> WHAT NEEDS TO BE DONE
Strip out the pictures and output each remaining line of the data word for word.

> ENTRIES SHOWN
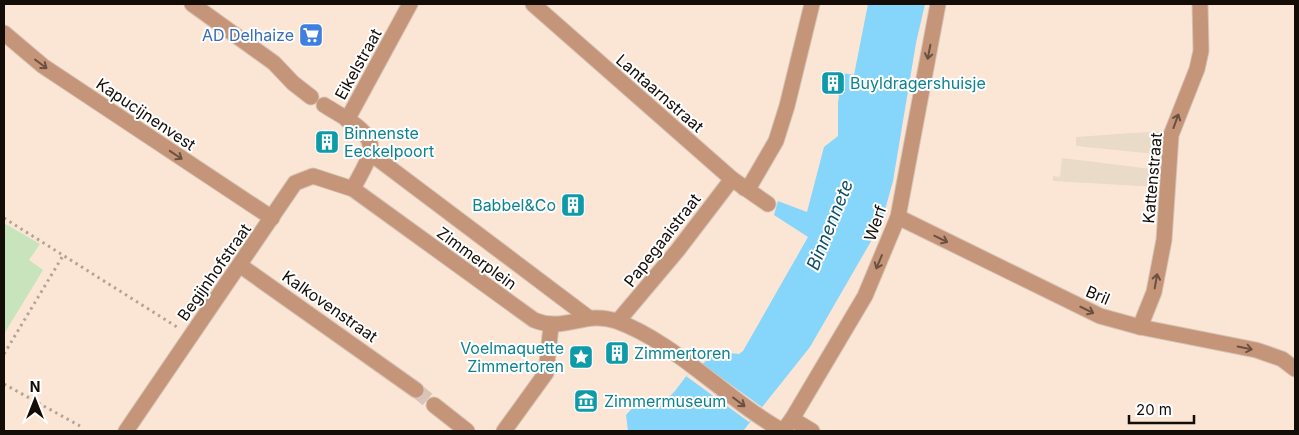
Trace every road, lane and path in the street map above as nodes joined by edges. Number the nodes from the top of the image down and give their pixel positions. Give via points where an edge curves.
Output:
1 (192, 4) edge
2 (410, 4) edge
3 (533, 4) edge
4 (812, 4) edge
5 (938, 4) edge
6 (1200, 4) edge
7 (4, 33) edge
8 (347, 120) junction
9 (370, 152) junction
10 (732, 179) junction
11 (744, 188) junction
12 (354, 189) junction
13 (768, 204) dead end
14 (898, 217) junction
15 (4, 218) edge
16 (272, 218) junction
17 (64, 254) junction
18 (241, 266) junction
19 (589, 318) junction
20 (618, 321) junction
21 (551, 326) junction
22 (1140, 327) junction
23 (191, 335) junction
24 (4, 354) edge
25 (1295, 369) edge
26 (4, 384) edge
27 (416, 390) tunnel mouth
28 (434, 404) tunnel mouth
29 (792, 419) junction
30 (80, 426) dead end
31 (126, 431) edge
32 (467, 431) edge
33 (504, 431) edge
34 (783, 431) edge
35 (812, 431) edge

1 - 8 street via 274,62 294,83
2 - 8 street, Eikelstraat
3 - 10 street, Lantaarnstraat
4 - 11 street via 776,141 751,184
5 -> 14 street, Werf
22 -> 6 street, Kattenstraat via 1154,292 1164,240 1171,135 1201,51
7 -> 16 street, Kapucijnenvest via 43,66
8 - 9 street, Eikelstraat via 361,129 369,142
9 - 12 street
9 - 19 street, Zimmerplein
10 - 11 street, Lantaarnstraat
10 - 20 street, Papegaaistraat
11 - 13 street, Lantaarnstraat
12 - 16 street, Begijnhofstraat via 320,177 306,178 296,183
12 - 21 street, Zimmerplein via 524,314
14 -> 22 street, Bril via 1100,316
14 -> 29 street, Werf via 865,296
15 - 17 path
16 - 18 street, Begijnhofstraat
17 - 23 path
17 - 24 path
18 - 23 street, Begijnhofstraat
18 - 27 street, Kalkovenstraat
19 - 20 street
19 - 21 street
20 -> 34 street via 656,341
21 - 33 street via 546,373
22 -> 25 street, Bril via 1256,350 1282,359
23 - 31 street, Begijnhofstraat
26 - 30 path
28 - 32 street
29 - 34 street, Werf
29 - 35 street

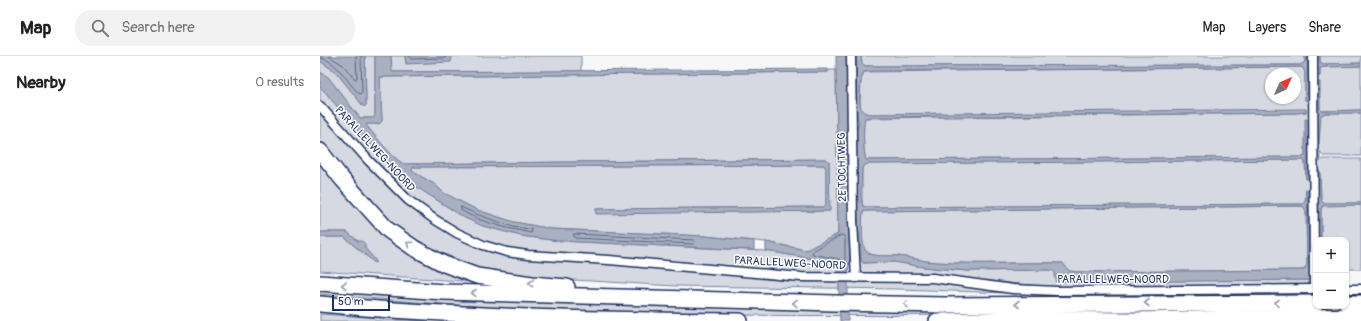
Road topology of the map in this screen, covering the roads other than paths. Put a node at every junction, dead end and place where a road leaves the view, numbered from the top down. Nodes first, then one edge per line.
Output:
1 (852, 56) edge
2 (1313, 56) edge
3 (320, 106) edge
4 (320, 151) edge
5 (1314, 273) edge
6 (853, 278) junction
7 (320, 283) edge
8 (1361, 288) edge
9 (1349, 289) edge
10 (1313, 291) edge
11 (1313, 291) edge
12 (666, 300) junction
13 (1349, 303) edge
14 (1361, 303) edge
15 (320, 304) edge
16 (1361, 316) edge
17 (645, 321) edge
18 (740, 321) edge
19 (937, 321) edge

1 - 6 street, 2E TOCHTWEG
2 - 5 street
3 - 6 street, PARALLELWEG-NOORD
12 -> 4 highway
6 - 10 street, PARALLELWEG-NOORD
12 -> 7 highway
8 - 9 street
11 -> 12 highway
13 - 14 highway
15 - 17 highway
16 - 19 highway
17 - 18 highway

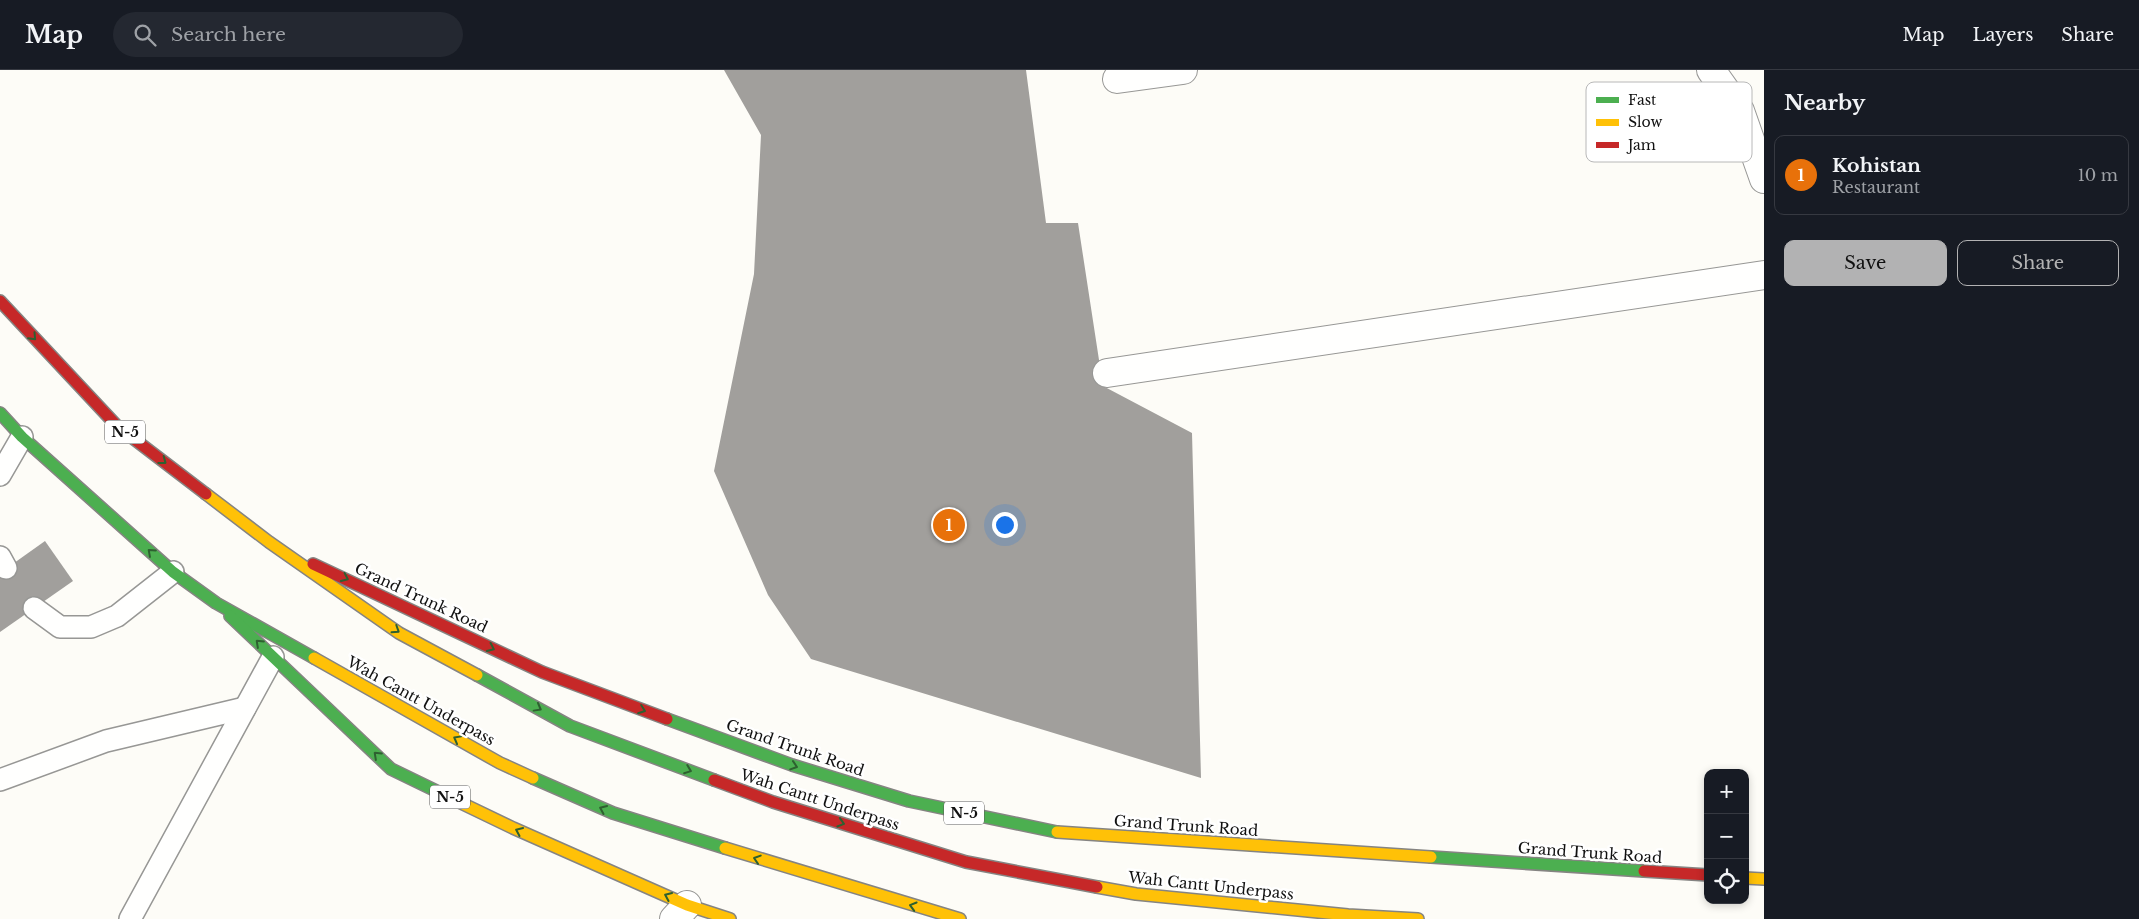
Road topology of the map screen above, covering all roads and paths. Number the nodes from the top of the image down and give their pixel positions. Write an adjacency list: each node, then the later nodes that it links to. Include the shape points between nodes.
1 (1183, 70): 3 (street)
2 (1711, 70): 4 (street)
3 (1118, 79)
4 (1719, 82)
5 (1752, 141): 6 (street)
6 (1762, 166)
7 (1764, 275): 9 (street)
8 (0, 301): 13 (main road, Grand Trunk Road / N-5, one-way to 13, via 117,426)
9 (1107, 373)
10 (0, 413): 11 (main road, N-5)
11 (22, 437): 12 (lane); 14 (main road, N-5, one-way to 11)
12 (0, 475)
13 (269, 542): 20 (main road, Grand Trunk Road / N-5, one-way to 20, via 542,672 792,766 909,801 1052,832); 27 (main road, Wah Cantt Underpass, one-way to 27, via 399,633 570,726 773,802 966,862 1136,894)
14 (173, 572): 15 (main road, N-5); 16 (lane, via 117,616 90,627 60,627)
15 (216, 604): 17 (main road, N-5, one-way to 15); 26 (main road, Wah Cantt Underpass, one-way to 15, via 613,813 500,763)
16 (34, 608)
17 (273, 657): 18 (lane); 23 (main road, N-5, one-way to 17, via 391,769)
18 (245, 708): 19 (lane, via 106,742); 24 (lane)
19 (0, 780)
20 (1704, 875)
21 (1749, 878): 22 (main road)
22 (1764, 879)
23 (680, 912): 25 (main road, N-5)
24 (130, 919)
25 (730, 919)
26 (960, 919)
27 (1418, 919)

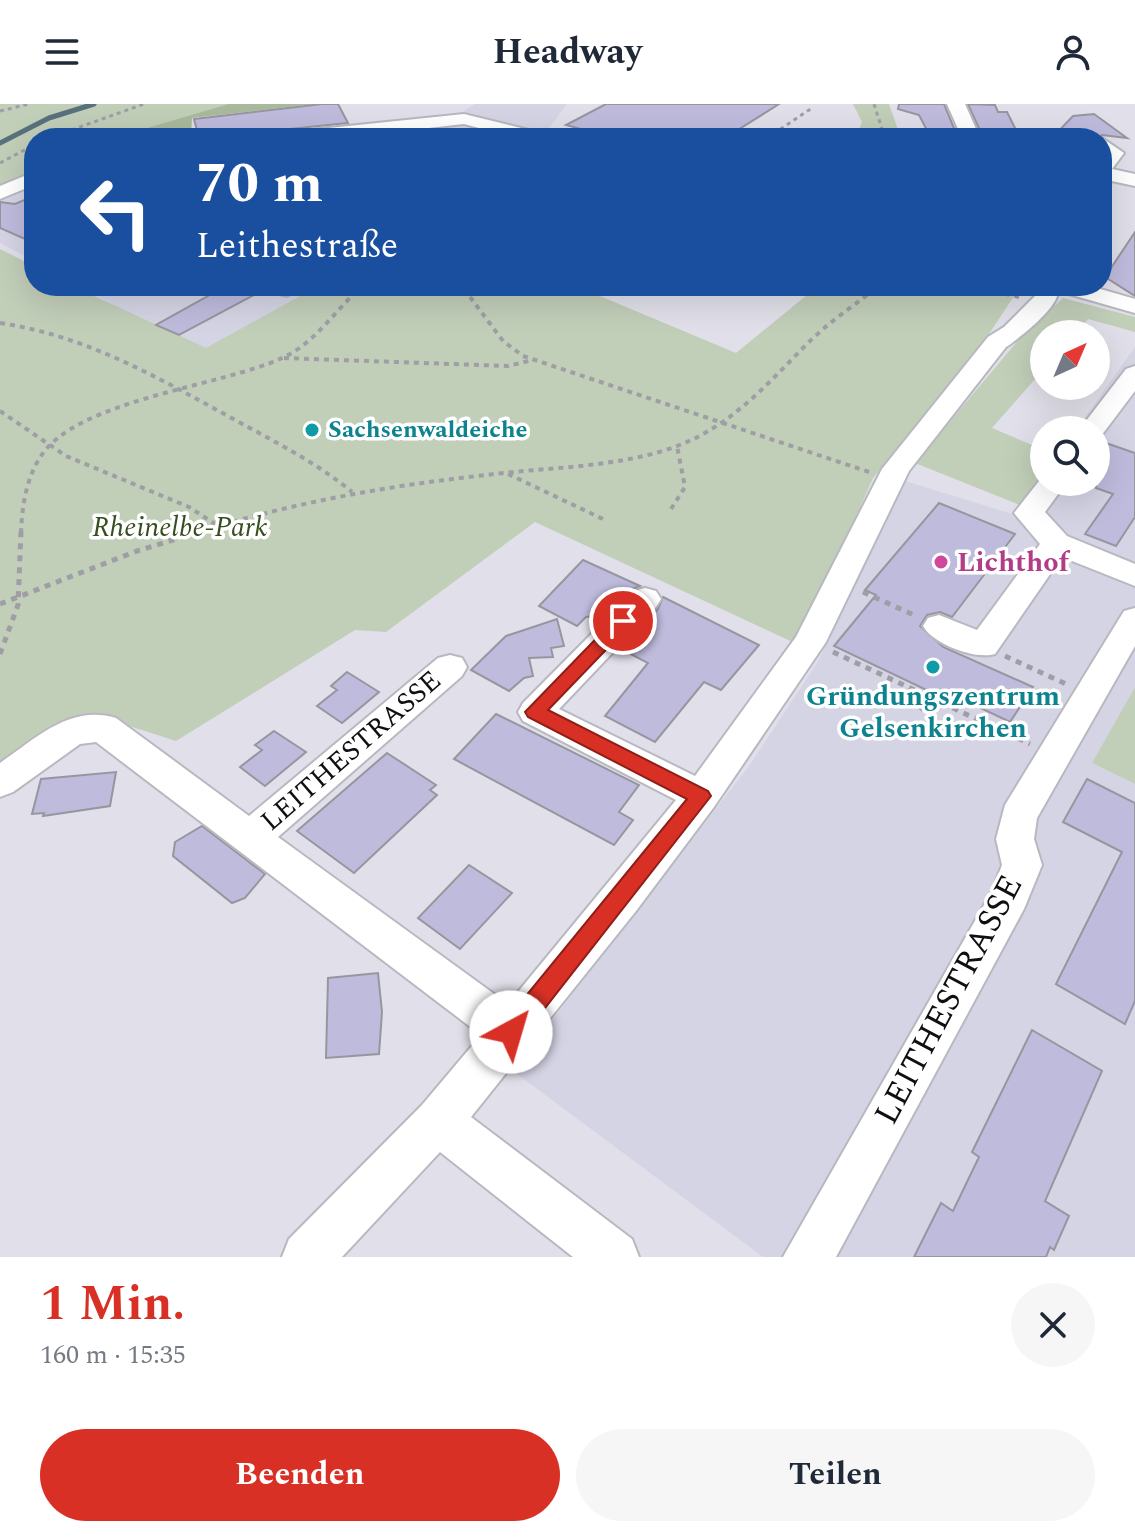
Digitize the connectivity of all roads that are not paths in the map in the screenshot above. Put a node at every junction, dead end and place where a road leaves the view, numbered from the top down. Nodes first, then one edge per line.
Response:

> EXERCISE OUTPUT
Trace every road, lane and path in the street map above as nodes joined by edges. Number the nodes from the top of the image down and give their pixel positions. Give via points where an edge curves.
Output:
1 (192, 4) edge
2 (410, 4) edge
3 (533, 4) edge
4 (812, 4) edge
5 (938, 4) edge
6 (1200, 4) edge
7 (4, 33) edge
8 (347, 120) junction
9 (370, 152) junction
10 (732, 179) junction
11 (744, 188) junction
12 (354, 189) junction
13 (768, 204) dead end
14 (898, 217) junction
15 (4, 218) edge
16 (272, 218) junction
17 (64, 254) junction
18 (241, 266) junction
19 (589, 318) junction
20 (618, 321) junction
21 (551, 326) junction
22 (1140, 327) junction
23 (191, 335) junction
24 (4, 354) edge
25 (1295, 369) edge
26 (4, 384) edge
27 (416, 390) tunnel mouth
28 (434, 404) tunnel mouth
29 (792, 419) junction
30 (80, 426) dead end
31 (126, 431) edge
32 (467, 431) edge
33 (504, 431) edge
34 (783, 431) edge
35 (812, 431) edge

1 - 8 street via 274,62 294,83
2 - 8 street, Eikelstraat
3 - 10 street, Lantaarnstraat
4 - 11 street via 776,141 751,184
5 -> 14 street, Werf
22 -> 6 street, Kattenstraat via 1154,292 1164,240 1171,135 1201,51
7 -> 16 street, Kapucijnenvest via 43,66
8 - 9 street, Eikelstraat via 361,129 369,142
9 - 12 street
9 - 19 street, Zimmerplein
10 - 11 street, Lantaarnstraat
10 - 20 street, Papegaaistraat
11 - 13 street, Lantaarnstraat
12 - 16 street, Begijnhofstraat via 320,177 306,178 296,183
12 - 21 street, Zimmerplein via 524,314
14 -> 22 street, Bril via 1100,316
14 -> 29 street, Werf via 865,296
15 - 17 path
16 - 18 street, Begijnhofstraat
17 - 23 path
17 - 24 path
18 - 23 street, Begijnhofstraat
18 - 27 street, Kalkovenstraat
19 - 20 street
19 - 21 street
20 -> 34 street via 656,341
21 - 33 street via 546,373
22 -> 25 street, Bril via 1256,350 1282,359
23 - 31 street, Begijnhofstraat
26 - 30 path
28 - 32 street
29 - 34 street, Werf
29 - 35 street

Road topology of the map in this screen, covering the roads other than paths. Put a node at every junction, dead end and place where a road leaves the view, numbered from the top down. Nodes first, then one edge per line.
Output:
1 (852, 56) edge
2 (1313, 56) edge
3 (320, 106) edge
4 (320, 151) edge
5 (1314, 273) edge
6 (853, 278) junction
7 (320, 283) edge
8 (1361, 288) edge
9 (1349, 289) edge
10 (1313, 291) edge
11 (1313, 291) edge
12 (666, 300) junction
13 (1349, 303) edge
14 (1361, 303) edge
15 (320, 304) edge
16 (1361, 316) edge
17 (645, 321) edge
18 (740, 321) edge
19 (937, 321) edge

1 - 6 street, 2E TOCHTWEG
2 - 5 street
3 - 6 street, PARALLELWEG-NOORD
12 -> 4 highway
6 - 10 street, PARALLELWEG-NOORD
12 -> 7 highway
8 - 9 street
11 -> 12 highway
13 - 14 highway
15 - 17 highway
16 - 19 highway
17 - 18 highway

Road topology of the map screen above, covering all roads and paths. Number the nodes from the top of the image down and give their pixel positions. Write an adjacency list: each node, then the later nodes that it links to. Include the shape points between nodes.
1 (1183, 70): 3 (street)
2 (1711, 70): 4 (street)
3 (1118, 79)
4 (1719, 82)
5 (1752, 141): 6 (street)
6 (1762, 166)
7 (1764, 275): 9 (street)
8 (0, 301): 13 (main road, Grand Trunk Road / N-5, one-way to 13, via 117,426)
9 (1107, 373)
10 (0, 413): 11 (main road, N-5)
11 (22, 437): 12 (lane); 14 (main road, N-5, one-way to 11)
12 (0, 475)
13 (269, 542): 20 (main road, Grand Trunk Road / N-5, one-way to 20, via 542,672 792,766 909,801 1052,832); 27 (main road, Wah Cantt Underpass, one-way to 27, via 399,633 570,726 773,802 966,862 1136,894)
14 (173, 572): 15 (main road, N-5); 16 (lane, via 117,616 90,627 60,627)
15 (216, 604): 17 (main road, N-5, one-way to 15); 26 (main road, Wah Cantt Underpass, one-way to 15, via 613,813 500,763)
16 (34, 608)
17 (273, 657): 18 (lane); 23 (main road, N-5, one-way to 17, via 391,769)
18 (245, 708): 19 (lane, via 106,742); 24 (lane)
19 (0, 780)
20 (1704, 875)
21 (1749, 878): 22 (main road)
22 (1764, 879)
23 (680, 912): 25 (main road, N-5)
24 (130, 919)
25 (730, 919)
26 (960, 919)
27 (1418, 919)

Digitize the connectivity of all roads that are not paths in the map in the screenshot above. Put a node at every junction, dead end and place where a road leaves the view, numbered from the top down. Nodes first, then one edge per line.
Response:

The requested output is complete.